> **TASK TO CARRY OUT**
Leaving the pictures aside, transcribe the data below exactly.

> **RECORDS PROVIDED**
____

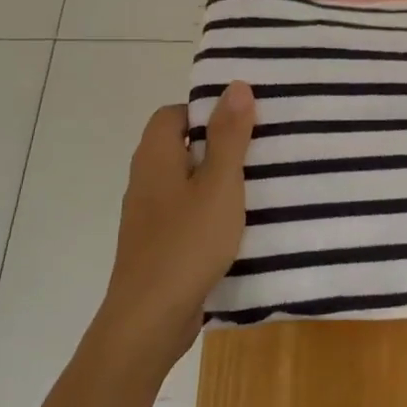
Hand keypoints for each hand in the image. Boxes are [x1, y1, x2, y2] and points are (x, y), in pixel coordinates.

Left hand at [101, 82, 254, 363]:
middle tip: (261, 148)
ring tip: (260, 183)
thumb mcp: (219, 183)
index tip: (245, 119)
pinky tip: (239, 223)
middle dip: (219, 144)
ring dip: (218, 179)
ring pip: (186, 181)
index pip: (175, 113)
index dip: (207, 111)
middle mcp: (145, 179)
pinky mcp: (157, 244)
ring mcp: (149, 215)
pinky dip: (210, 210)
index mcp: (155, 156)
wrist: (149, 320)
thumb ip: (229, 135)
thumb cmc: (187, 243)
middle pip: (181, 145)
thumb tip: (236, 85)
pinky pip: (186, 211)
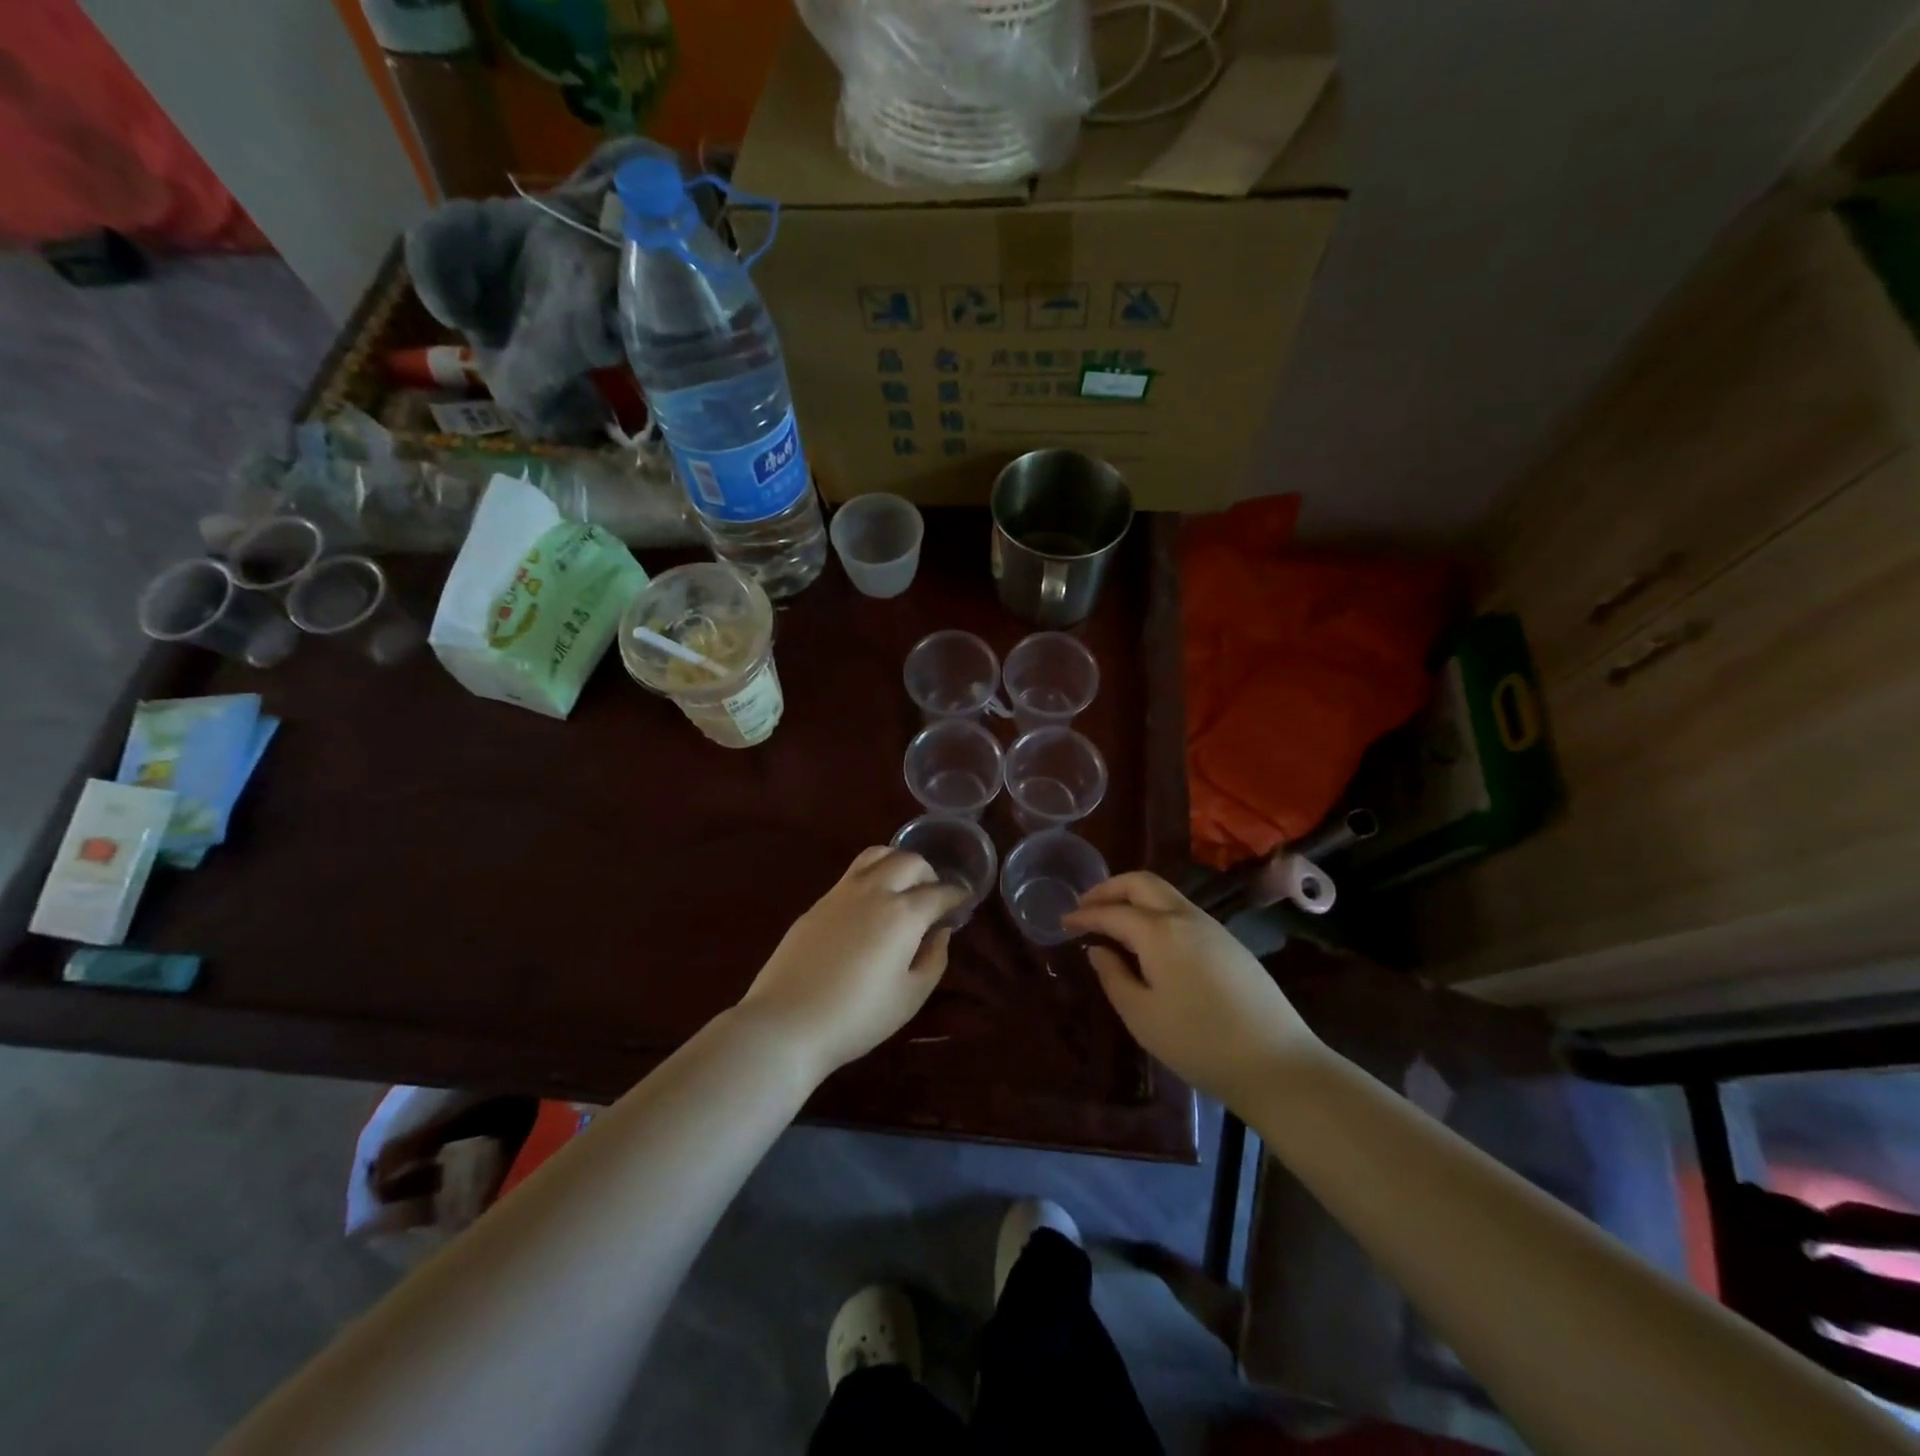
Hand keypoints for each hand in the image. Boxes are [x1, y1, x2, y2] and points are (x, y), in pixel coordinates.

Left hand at [735, 847, 966, 1080]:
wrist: (788, 1022)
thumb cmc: (857, 1017)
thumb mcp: (911, 996)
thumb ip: (934, 958)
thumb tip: (941, 932)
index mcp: (904, 913)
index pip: (940, 892)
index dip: (957, 895)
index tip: (964, 902)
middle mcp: (875, 891)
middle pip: (909, 861)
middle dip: (929, 874)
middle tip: (933, 897)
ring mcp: (842, 892)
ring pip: (877, 855)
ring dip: (898, 863)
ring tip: (902, 887)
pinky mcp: (818, 902)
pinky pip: (853, 873)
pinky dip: (872, 875)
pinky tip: (871, 903)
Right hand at [1062, 872, 1323, 1107]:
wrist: (1276, 1063)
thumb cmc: (1199, 1042)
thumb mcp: (1142, 1016)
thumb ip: (1114, 977)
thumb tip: (1098, 950)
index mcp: (1160, 932)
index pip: (1112, 912)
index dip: (1085, 914)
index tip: (1064, 921)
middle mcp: (1186, 917)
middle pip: (1142, 883)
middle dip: (1109, 888)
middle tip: (1086, 906)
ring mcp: (1212, 927)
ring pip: (1165, 894)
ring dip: (1134, 897)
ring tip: (1113, 920)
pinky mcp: (1229, 942)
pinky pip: (1183, 911)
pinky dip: (1156, 912)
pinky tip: (1149, 939)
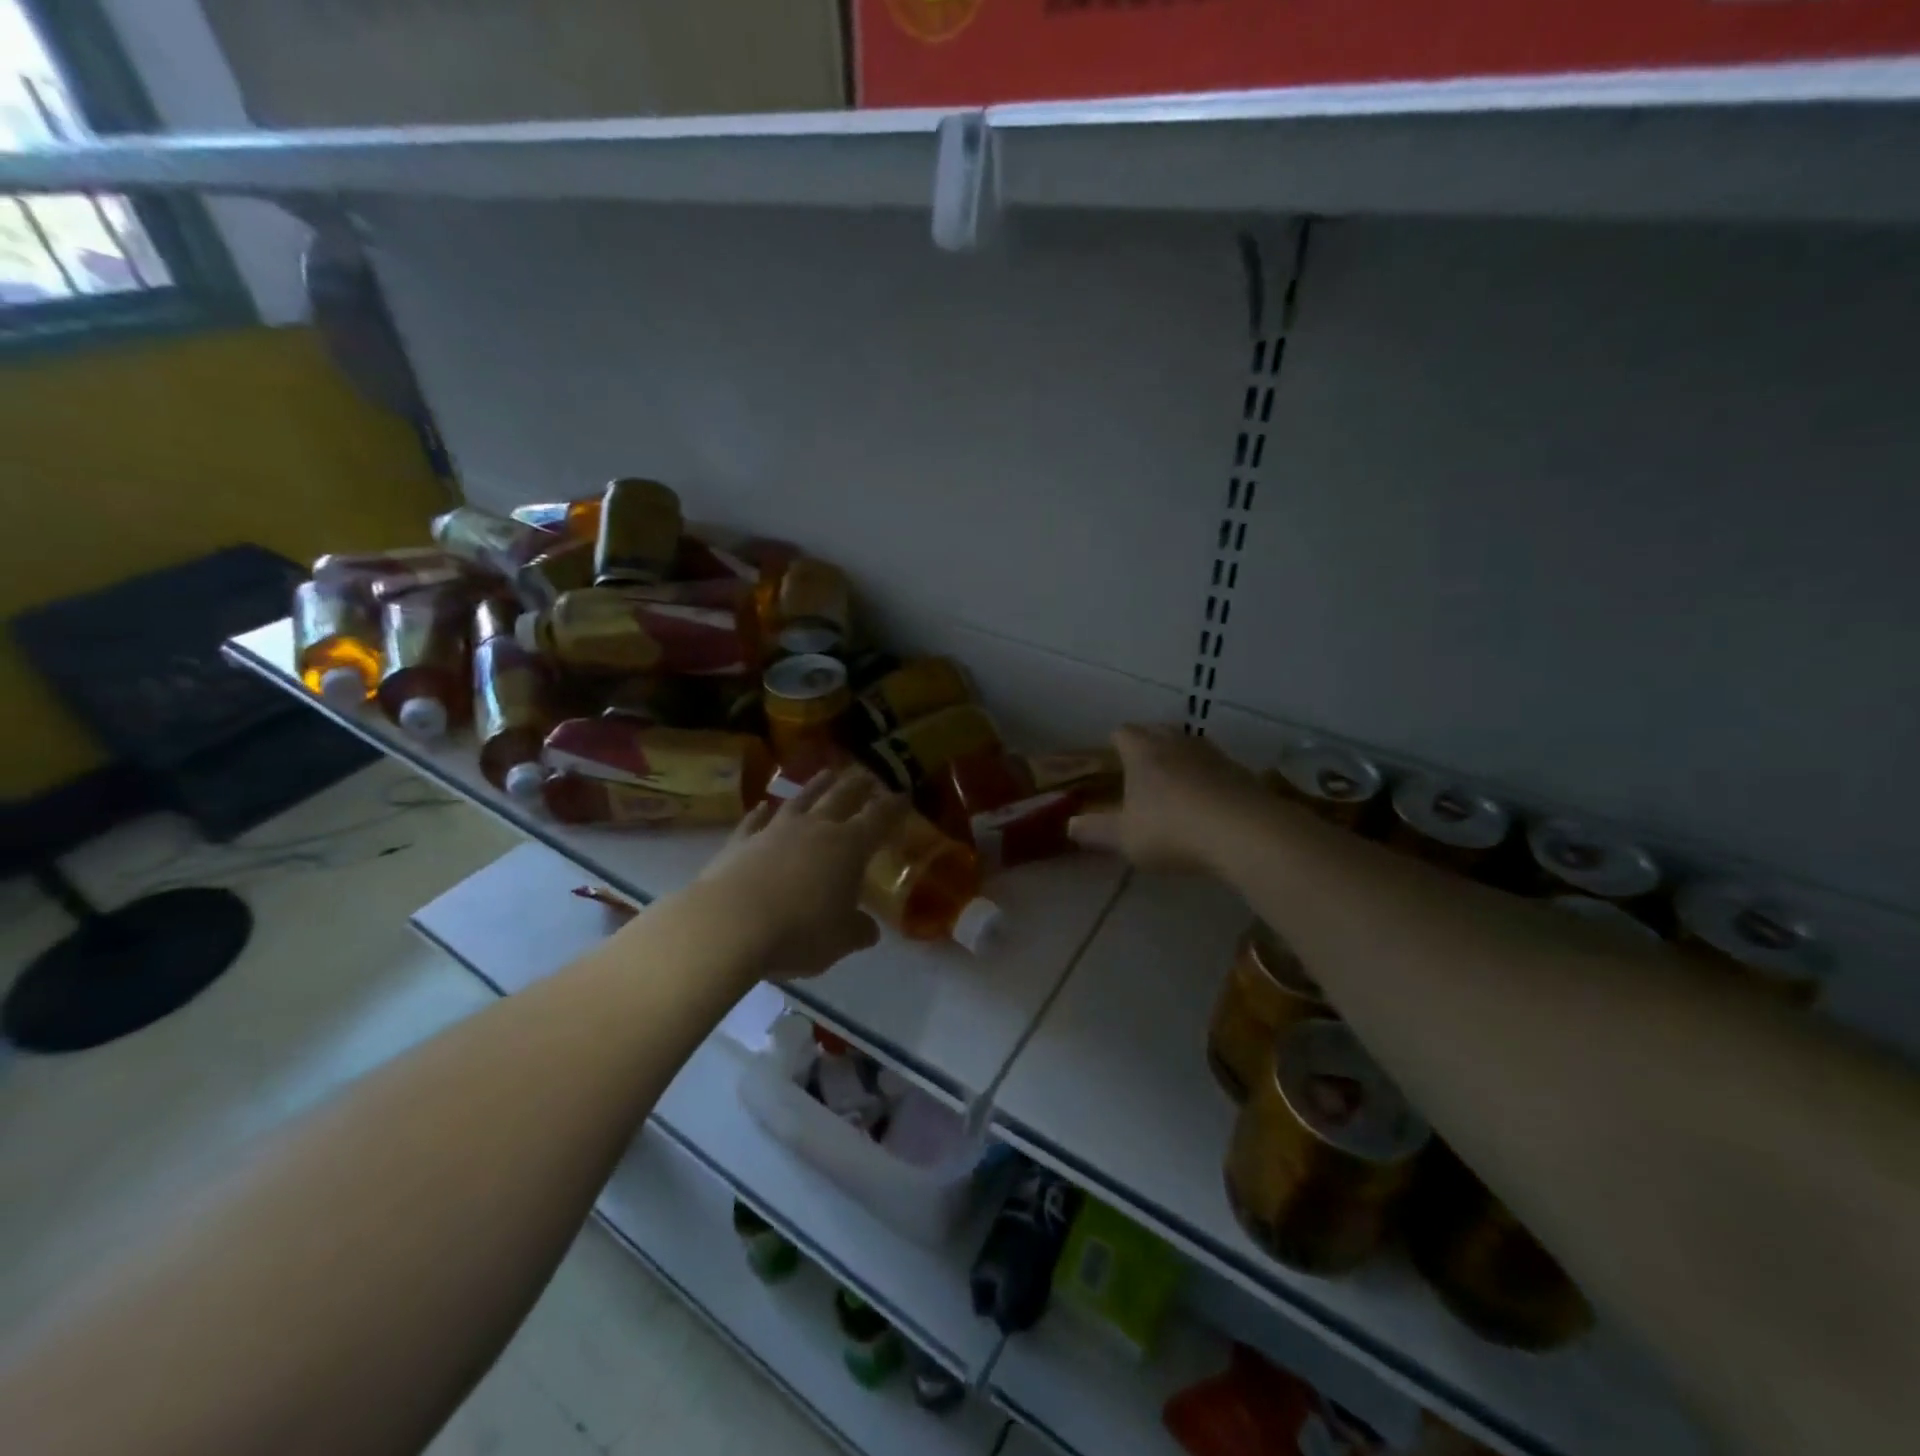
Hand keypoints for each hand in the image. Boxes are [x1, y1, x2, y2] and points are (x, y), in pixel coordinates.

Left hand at [694, 767, 908, 981]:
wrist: (730, 924)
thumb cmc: (799, 931)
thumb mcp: (840, 940)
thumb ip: (858, 931)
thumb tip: (869, 930)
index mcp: (849, 847)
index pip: (879, 819)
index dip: (893, 807)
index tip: (903, 795)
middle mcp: (815, 829)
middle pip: (841, 798)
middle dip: (858, 786)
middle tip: (868, 775)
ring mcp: (775, 831)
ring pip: (801, 800)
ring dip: (815, 786)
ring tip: (827, 773)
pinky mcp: (740, 843)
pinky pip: (755, 821)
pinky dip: (761, 814)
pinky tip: (762, 807)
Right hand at [1068, 724, 1262, 872]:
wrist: (1243, 833)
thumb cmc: (1171, 830)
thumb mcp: (1124, 838)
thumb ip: (1095, 831)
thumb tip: (1069, 825)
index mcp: (1142, 752)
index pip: (1123, 732)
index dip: (1116, 743)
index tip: (1113, 760)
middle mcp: (1176, 743)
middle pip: (1158, 729)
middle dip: (1148, 743)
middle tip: (1141, 770)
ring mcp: (1212, 754)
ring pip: (1189, 744)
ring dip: (1180, 758)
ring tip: (1175, 783)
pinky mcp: (1242, 771)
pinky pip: (1217, 765)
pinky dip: (1208, 776)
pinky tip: (1208, 801)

____

> **OUTPUT FOR THIS TASK**
Hand keypoints for each hand in the image. Boxes are [x1, y1, x2, y2] and points are (x, y), in pixel coordinates.

Left hand at [101, 82, 254, 363]:
middle tip: (261, 148)
ring tip: (260, 183)
thumb mcp: (219, 183)
index tip: (245, 119)
pinky tip: (239, 223)
middle dip: (219, 144)
ring dip: (218, 179)
ring pip: (186, 181)
index pip: (175, 113)
index dip: (207, 111)
middle mcp: (145, 179)
pinky mcp: (157, 244)
ring mcp: (149, 215)
pinky dip: (210, 210)
index mcp: (155, 156)
wrist: (149, 320)
thumb ip: (229, 135)
thumb cmc: (187, 243)
middle pip: (181, 145)
thumb tip: (236, 85)
pinky pip: (186, 211)
Hand keypoints for each hand in the image. Boxes are [x1, y1, x2, y2] and points are (x, y), in pixel coordinates.

Left hand at [735, 847, 966, 1080]:
wrist: (788, 1022)
thumb cmc: (857, 1017)
thumb mcp: (911, 996)
thumb ip: (934, 958)
thumb tip: (941, 932)
index mcp: (904, 913)
index pip: (940, 892)
index dip: (957, 895)
index tip: (964, 902)
middle mcp: (875, 891)
middle pip: (909, 861)
middle dip: (929, 874)
middle tip: (933, 897)
ring mcp: (842, 892)
ring pip: (877, 855)
ring dip: (898, 863)
ring tip: (902, 887)
pinky mcp: (818, 902)
pinky pip: (853, 873)
pinky dip: (872, 875)
pinky tip: (871, 903)
Right hand at [1062, 872, 1323, 1107]:
wrist: (1276, 1063)
thumb cmc: (1199, 1042)
thumb mcp: (1142, 1016)
thumb ip: (1114, 977)
thumb tip: (1098, 950)
index mcp: (1160, 932)
index pip: (1112, 912)
index dip: (1085, 914)
index tip: (1064, 921)
middle mcp: (1186, 917)
middle pip: (1142, 883)
middle dip: (1109, 888)
middle tip: (1086, 906)
ring mcp: (1212, 927)
ring pip: (1165, 894)
ring dip: (1134, 897)
ring tip: (1113, 920)
pinky mcp: (1229, 942)
pinky pip: (1183, 911)
pinky dip: (1156, 912)
pinky tip: (1149, 939)
Hand keypoints for each hand in the image. Boxes are [x1, y1, x2, y2] and points are (x, y), in pixel coordinates.

Left hand at [694, 767, 908, 981]:
wrist: (730, 924)
thumb cmc: (799, 931)
thumb mcp: (840, 940)
thumb ip: (858, 931)
thumb tip: (869, 930)
index mcp: (849, 847)
index pip: (879, 819)
index dip: (893, 807)
index tip: (903, 795)
middle mcp: (815, 829)
middle pip: (841, 798)
middle dip: (858, 786)
middle tip: (868, 775)
ring mcp: (775, 831)
ring pip: (801, 800)
ring dip: (815, 786)
ring tip: (827, 773)
pinky mcp: (740, 843)
pinky pip: (755, 821)
pinky dip: (761, 814)
pinky tip: (762, 807)
Right hand at [1068, 724, 1262, 872]:
wrist: (1243, 833)
thumb cmc: (1171, 830)
thumb mcp: (1124, 838)
thumb ip: (1095, 831)
thumb tip: (1069, 825)
index mcp: (1142, 752)
index pip: (1123, 732)
index dip: (1116, 743)
index tip: (1113, 760)
middle mcp: (1176, 743)
middle pip: (1158, 729)
middle dip: (1148, 743)
middle tip: (1141, 770)
ring mcp: (1212, 754)
ring pip: (1189, 744)
ring dip: (1180, 758)
ring tip: (1175, 783)
pinky mcp: (1242, 771)
pinky pip: (1217, 765)
pinky dip: (1208, 776)
pinky tip: (1208, 801)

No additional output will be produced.